ENTRIES SUPPLIED:
================

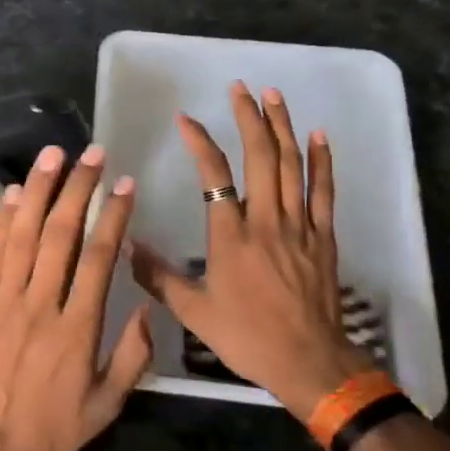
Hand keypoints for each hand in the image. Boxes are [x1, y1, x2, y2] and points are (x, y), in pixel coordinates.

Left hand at [0, 142, 154, 450]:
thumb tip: (146, 304)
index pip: (100, 258)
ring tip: (54, 154)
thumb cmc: (51, 431)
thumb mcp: (107, 406)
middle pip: (61, 234)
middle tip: (93, 153)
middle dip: (79, 188)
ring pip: (23, 234)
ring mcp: (3, 301)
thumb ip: (133, 355)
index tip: (125, 185)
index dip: (114, 216)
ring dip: (40, 190)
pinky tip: (15, 192)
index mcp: (78, 329)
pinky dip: (3, 220)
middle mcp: (40, 305)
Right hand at [132, 82, 374, 418]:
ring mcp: (299, 226)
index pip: (213, 175)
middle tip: (240, 88)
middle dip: (249, 118)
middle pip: (260, 157)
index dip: (199, 142)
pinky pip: (323, 192)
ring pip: (292, 166)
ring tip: (273, 96)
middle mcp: (265, 221)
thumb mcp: (193, 312)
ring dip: (282, 127)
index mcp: (230, 236)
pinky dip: (321, 161)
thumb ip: (158, 277)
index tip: (185, 119)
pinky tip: (317, 136)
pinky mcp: (323, 237)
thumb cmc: (247, 336)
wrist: (308, 362)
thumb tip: (126, 247)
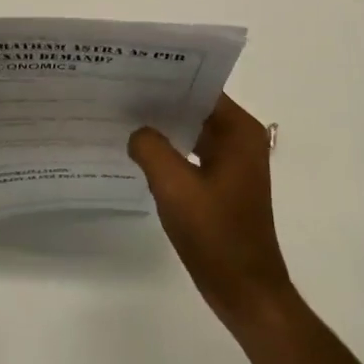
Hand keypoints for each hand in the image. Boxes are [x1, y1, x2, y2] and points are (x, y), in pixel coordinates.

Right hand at [127, 94, 297, 341]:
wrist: (245, 292)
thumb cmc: (216, 235)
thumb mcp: (174, 187)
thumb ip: (150, 148)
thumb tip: (137, 132)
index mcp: (239, 132)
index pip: (200, 87)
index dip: (166, 78)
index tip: (130, 71)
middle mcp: (241, 140)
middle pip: (195, 106)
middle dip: (160, 100)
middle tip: (117, 91)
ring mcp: (232, 163)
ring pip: (191, 130)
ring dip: (163, 126)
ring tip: (121, 116)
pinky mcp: (222, 184)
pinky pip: (191, 153)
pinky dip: (169, 150)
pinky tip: (138, 152)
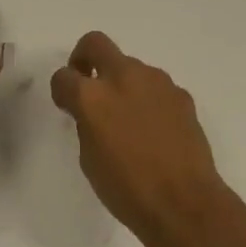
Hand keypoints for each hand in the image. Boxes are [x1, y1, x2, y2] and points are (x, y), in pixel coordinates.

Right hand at [50, 32, 228, 246]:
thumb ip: (86, 123)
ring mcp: (156, 82)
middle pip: (95, 44)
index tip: (67, 105)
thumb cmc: (126, 189)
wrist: (184, 203)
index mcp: (92, 97)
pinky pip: (155, 86)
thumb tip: (93, 112)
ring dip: (121, 82)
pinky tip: (154, 129)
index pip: (63, 76)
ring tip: (128, 118)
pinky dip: (147, 98)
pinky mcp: (181, 94)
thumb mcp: (89, 158)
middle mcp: (123, 78)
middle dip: (85, 57)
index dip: (61, 90)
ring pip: (129, 66)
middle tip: (88, 82)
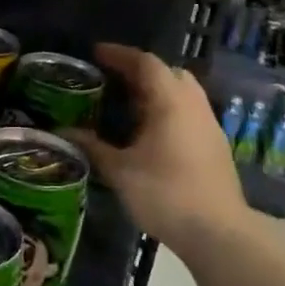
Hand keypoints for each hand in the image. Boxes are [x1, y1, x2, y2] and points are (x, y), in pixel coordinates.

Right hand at [67, 43, 252, 256]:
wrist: (219, 232)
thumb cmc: (166, 194)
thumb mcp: (120, 171)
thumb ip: (93, 147)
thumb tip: (65, 132)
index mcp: (170, 101)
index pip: (145, 63)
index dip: (120, 54)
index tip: (96, 53)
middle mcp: (193, 104)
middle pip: (169, 72)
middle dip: (141, 70)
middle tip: (113, 79)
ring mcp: (209, 124)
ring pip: (183, 92)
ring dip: (157, 91)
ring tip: (129, 105)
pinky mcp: (215, 145)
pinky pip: (189, 112)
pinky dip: (168, 109)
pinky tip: (151, 131)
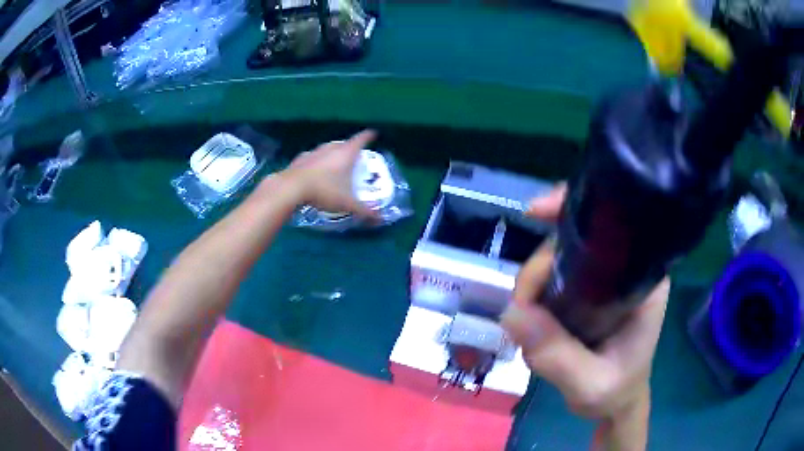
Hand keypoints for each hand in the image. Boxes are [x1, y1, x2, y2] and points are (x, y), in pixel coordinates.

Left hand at [284, 130, 378, 219]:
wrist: (291, 188)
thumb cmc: (324, 191)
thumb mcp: (347, 203)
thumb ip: (365, 211)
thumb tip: (380, 219)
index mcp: (346, 153)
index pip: (361, 139)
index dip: (368, 136)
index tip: (373, 134)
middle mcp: (330, 148)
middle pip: (343, 143)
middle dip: (350, 147)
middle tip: (355, 156)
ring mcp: (314, 152)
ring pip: (327, 149)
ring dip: (332, 153)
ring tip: (335, 163)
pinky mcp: (300, 159)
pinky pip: (312, 157)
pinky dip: (317, 162)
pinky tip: (314, 170)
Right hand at [501, 184, 667, 450]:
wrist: (616, 402)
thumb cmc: (616, 391)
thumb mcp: (591, 384)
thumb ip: (558, 356)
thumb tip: (512, 313)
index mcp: (644, 277)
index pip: (612, 226)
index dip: (572, 210)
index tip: (534, 212)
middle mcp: (625, 267)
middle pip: (574, 240)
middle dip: (540, 266)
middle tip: (522, 307)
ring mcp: (604, 278)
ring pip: (558, 257)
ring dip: (533, 283)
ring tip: (526, 322)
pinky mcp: (586, 290)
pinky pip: (553, 276)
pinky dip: (534, 291)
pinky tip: (529, 317)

================

Output each of the lines above exactly, apart from the images.

Hand keypoints for each hand in the image. Boxes are [x1, y1, x2, y2] and points are (x, y), in pixel coordinates.

Left hand at [0, 142, 154, 450]:
thumb tip: (146, 304)
index pip: (100, 258)
ring tip: (54, 154)
thumb cmc: (51, 431)
thumb mcp: (107, 406)
middle pip: (61, 234)
middle tip: (93, 153)
middle dip: (79, 188)
ring pip: (23, 234)
ring mcp: (3, 301)
thumb ip: (133, 355)
index tip: (125, 185)
index dip: (114, 216)
ring dip: (40, 190)
pinky tip: (15, 192)
index mcp: (78, 329)
pinky dip: (3, 220)
middle mcp: (40, 305)
Right hand at [132, 82, 374, 418]:
ring mcp: (299, 226)
index pip: (213, 175)
middle tip: (240, 88)
middle dip: (249, 118)
middle pip: (260, 157)
index dip: (199, 142)
pinky pip: (323, 192)
ring pip: (292, 166)
ring tip: (273, 96)
middle mcp: (265, 221)
thumb mcp: (193, 312)
ring dip: (282, 127)
index mcp: (230, 236)
pinky dip: (321, 161)
thumb ip: (158, 277)
index tip: (185, 119)
pinky tip: (317, 136)
pinky mcp: (323, 237)
thumb cmc: (247, 336)
wrist: (308, 362)
thumb tip: (126, 247)
Hand keypoints for each hand in the image. Boxes are [x1, y1, x2, y2] and points are (x, y), in pixel coordinates.

Right hand at [127, 94, 297, 341]:
wrist: (245, 292)
thumb cmc: (216, 235)
thumb mcp: (174, 187)
thumb ip: (150, 148)
thumb tip: (137, 132)
index mcp: (239, 132)
index pip: (200, 87)
index dip: (166, 78)
index tip: (130, 71)
middle mcp: (241, 140)
middle pip: (195, 106)
middle dip: (160, 100)
middle tip: (117, 91)
ring mcp: (232, 163)
ring pip: (191, 130)
ring dip: (163, 126)
ring tip: (121, 116)
pinky mcp: (222, 184)
pinky pip: (191, 153)
pinky dip: (169, 150)
pinky tip: (138, 152)
Hand keypoints for each hand in the image. Boxes are [x1, y1, x2, y2] and points are (x, y), in pixel coordinates.

Right hand at [50, 32, 228, 246]:
thumb ip: (86, 123)
ring mcp: (156, 82)
middle pip: (95, 44)
index tip: (67, 105)
thumb cmc: (126, 189)
wrist: (184, 203)
index mcp: (92, 97)
pinky pip: (155, 86)
thumb tip: (93, 112)
ring dip: (121, 82)
pinky tip: (154, 129)
index pip: (63, 76)
ring tip: (128, 118)
pinky dip: (147, 98)
pinky mcp: (181, 94)
thumb mcp: (89, 158)
middle mcp: (123, 78)
middle dip: (85, 57)
index dip: (61, 90)
ring pip: (129, 66)
middle tip: (88, 82)
Hand keypoints for each hand in the image. Boxes are [x1, y1, x2, y2] and points are (x, y), in pixel coordinates.

Right hand at [67, 43, 252, 256]:
wrist: (219, 232)
thumb cmc: (166, 194)
thumb mcp: (120, 171)
thumb ip: (93, 147)
thumb tip: (65, 132)
index mcp: (170, 101)
index pip: (145, 63)
index dip: (120, 54)
index tip: (96, 53)
middle mcp: (193, 104)
middle pip: (169, 72)
middle dip: (141, 70)
middle tip: (113, 79)
ring mcp: (209, 124)
ring pip: (183, 92)
ring dip: (157, 91)
ring tip: (129, 105)
pinky mcp: (215, 145)
pinky pip: (189, 112)
pinky dip: (168, 109)
pinky tip: (151, 131)
Hand keypoints for each hand in the image. Boxes are [x1, y1, x2, y2] and points are (x, y), in pixel coordinates.

Left hand at [284, 130, 378, 219]:
wrist: (291, 188)
thumb cmc: (324, 191)
thumb mcp: (347, 203)
thumb ip: (365, 211)
thumb tip: (380, 219)
index mcp: (346, 153)
index pip: (361, 139)
index dip: (368, 136)
index tip: (373, 134)
middle mcp: (330, 148)
middle pip: (343, 143)
middle dip: (350, 147)
middle tip: (355, 156)
ring mcp: (314, 152)
ring pip: (327, 149)
ring dip: (332, 153)
ring tip: (335, 163)
pinky mcp: (300, 159)
pinky pip: (312, 157)
pinky dip: (317, 162)
pinky tip: (314, 170)
Right hand at [501, 184, 667, 450]:
wrist: (616, 402)
thumb cmc: (616, 391)
thumb mcp: (591, 384)
thumb ip: (558, 356)
thumb tip: (512, 313)
index mcp: (644, 277)
index pip: (612, 226)
index dip: (572, 210)
index tip: (534, 212)
middle mcp: (625, 267)
middle pip: (574, 240)
middle dip: (540, 266)
middle tip: (522, 307)
ring mcp: (604, 278)
ring pip: (558, 257)
ring dip: (533, 283)
ring tip: (526, 322)
pinky mcp: (586, 290)
pinky pip: (553, 276)
pinky dip: (534, 291)
pinky tip: (529, 317)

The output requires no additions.